_Task details_: Repeat every line below exactly, word for word.

::: Information :::

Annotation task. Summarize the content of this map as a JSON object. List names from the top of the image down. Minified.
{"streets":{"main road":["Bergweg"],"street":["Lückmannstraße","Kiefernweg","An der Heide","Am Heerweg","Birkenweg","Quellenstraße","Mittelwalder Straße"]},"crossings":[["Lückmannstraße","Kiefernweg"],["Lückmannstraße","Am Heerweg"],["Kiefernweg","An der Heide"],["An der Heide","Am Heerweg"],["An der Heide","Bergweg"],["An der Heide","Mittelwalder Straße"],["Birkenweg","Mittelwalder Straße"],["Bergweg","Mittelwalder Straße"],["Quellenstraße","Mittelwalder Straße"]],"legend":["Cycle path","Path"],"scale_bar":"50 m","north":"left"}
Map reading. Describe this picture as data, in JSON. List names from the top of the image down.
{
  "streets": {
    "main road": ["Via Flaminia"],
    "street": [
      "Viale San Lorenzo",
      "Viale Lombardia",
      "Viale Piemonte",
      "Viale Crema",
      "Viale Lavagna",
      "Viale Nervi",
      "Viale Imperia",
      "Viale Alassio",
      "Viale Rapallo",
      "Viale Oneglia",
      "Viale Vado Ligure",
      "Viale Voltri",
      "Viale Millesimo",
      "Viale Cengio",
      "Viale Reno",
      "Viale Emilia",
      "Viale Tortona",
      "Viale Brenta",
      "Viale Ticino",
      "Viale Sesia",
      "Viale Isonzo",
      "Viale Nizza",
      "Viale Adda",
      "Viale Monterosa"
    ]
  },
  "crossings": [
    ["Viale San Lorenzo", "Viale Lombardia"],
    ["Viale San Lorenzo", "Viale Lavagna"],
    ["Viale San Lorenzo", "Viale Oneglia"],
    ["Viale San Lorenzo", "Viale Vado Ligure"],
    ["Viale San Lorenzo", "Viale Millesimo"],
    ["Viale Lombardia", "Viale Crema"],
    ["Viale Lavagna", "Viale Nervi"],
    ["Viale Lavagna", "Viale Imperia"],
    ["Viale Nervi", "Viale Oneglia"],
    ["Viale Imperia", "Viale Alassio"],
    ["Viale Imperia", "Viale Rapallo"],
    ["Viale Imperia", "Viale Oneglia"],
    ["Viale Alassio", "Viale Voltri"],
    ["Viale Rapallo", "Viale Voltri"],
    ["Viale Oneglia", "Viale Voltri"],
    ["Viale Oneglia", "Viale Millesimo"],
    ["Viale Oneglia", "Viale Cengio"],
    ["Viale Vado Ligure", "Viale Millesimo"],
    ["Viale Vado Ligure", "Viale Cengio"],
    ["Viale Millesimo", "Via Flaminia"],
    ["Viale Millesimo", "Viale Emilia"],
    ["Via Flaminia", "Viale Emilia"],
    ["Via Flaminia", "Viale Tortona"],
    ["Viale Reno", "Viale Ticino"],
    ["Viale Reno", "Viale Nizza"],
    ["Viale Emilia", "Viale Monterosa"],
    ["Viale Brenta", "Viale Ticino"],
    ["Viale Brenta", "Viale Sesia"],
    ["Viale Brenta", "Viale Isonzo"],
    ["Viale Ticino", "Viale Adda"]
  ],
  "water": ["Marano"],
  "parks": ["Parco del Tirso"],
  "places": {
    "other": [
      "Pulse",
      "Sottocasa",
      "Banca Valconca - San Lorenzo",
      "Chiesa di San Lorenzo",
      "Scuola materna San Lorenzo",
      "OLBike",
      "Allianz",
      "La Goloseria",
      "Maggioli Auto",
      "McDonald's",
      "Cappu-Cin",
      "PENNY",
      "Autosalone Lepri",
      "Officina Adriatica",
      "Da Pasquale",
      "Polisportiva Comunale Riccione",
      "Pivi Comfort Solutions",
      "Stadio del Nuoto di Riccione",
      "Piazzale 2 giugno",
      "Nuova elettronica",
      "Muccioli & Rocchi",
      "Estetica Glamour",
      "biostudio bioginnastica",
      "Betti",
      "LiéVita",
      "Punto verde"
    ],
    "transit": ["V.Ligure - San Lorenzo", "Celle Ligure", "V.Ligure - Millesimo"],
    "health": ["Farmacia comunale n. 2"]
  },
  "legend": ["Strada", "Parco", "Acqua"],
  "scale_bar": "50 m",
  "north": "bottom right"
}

:::

_Output_:
Annotation task. Summarize the content of this map as a JSON object. List names from the top of the image down. Minified.
{"streets":{"main road":["Bergweg"],"street":["Lückmannstraße","Kiefernweg","An der Heide","Am Heerweg","Birkenweg","Quellenstraße","Mittelwalder Straße"]},"crossings":[["Lückmannstraße","Kiefernweg"],["Lückmannstraße","Am Heerweg"],["Kiefernweg","An der Heide"],["An der Heide","Am Heerweg"],["An der Heide","Bergweg"],["An der Heide","Mittelwalder Straße"],["Birkenweg","Mittelwalder Straße"],["Bergweg","Mittelwalder Straße"],["Quellenstraße","Mittelwalder Straße"]],"legend":["Cycle path","Path"],"scale_bar":"50 m","north":"left"}
Map reading. Describe this picture as data, in JSON. List names from the top of the image down.
{
  "streets": {
    "main road": ["Via Flaminia"],
    "street": [
      "Viale San Lorenzo",
      "Viale Lombardia",
      "Viale Piemonte",
      "Viale Crema",
      "Viale Lavagna",
      "Viale Nervi",
      "Viale Imperia",
      "Viale Alassio",
      "Viale Rapallo",
      "Viale Oneglia",
      "Viale Vado Ligure",
      "Viale Voltri",
      "Viale Millesimo",
      "Viale Cengio",
      "Viale Reno",
      "Viale Emilia",
      "Viale Tortona",
      "Viale Brenta",
      "Viale Ticino",
      "Viale Sesia",
      "Viale Isonzo",
      "Viale Nizza",
      "Viale Adda",
      "Viale Monterosa"
    ]
  },
  "crossings": [
    ["Viale San Lorenzo", "Viale Lombardia"],
    ["Viale San Lorenzo", "Viale Lavagna"],
    ["Viale San Lorenzo", "Viale Oneglia"],
    ["Viale San Lorenzo", "Viale Vado Ligure"],
    ["Viale San Lorenzo", "Viale Millesimo"],
    ["Viale Lombardia", "Viale Crema"],
    ["Viale Lavagna", "Viale Nervi"],
    ["Viale Lavagna", "Viale Imperia"],
    ["Viale Nervi", "Viale Oneglia"],
    ["Viale Imperia", "Viale Alassio"],
    ["Viale Imperia", "Viale Rapallo"],
    ["Viale Imperia", "Viale Oneglia"],
    ["Viale Alassio", "Viale Voltri"],
    ["Viale Rapallo", "Viale Voltri"],
    ["Viale Oneglia", "Viale Voltri"],
    ["Viale Oneglia", "Viale Millesimo"],
    ["Viale Oneglia", "Viale Cengio"],
    ["Viale Vado Ligure", "Viale Millesimo"],
    ["Viale Vado Ligure", "Viale Cengio"],
    ["Viale Millesimo", "Via Flaminia"],
    ["Viale Millesimo", "Viale Emilia"],
    ["Via Flaminia", "Viale Emilia"],
    ["Via Flaminia", "Viale Tortona"],
    ["Viale Reno", "Viale Ticino"],
    ["Viale Reno", "Viale Nizza"],
    ["Viale Emilia", "Viale Monterosa"],
    ["Viale Brenta", "Viale Ticino"],
    ["Viale Brenta", "Viale Sesia"],
    ["Viale Brenta", "Viale Isonzo"],
    ["Viale Ticino", "Viale Adda"]
  ],
  "water": ["Marano"],
  "parks": ["Parco del Tirso"],
  "places": {
    "other": [
      "Pulse",
      "Sottocasa",
      "Banca Valconca - San Lorenzo",
      "Chiesa di San Lorenzo",
      "Scuola materna San Lorenzo",
      "OLBike",
      "Allianz",
      "La Goloseria",
      "Maggioli Auto",
      "McDonald's",
      "Cappu-Cin",
      "PENNY",
      "Autosalone Lepri",
      "Officina Adriatica",
      "Da Pasquale",
      "Polisportiva Comunale Riccione",
      "Pivi Comfort Solutions",
      "Stadio del Nuoto di Riccione",
      "Piazzale 2 giugno",
      "Nuova elettronica",
      "Muccioli & Rocchi",
      "Estetica Glamour",
      "biostudio bioginnastica",
      "Betti",
      "LiéVita",
      "Punto verde"
    ],
    "transit": ["V.Ligure - San Lorenzo", "Celle Ligure", "V.Ligure - Millesimo"],
    "health": ["Farmacia comunale n. 2"]
  },
  "legend": ["Strada", "Parco", "Acqua"],
  "scale_bar": "50 m",
  "north": "bottom right"
}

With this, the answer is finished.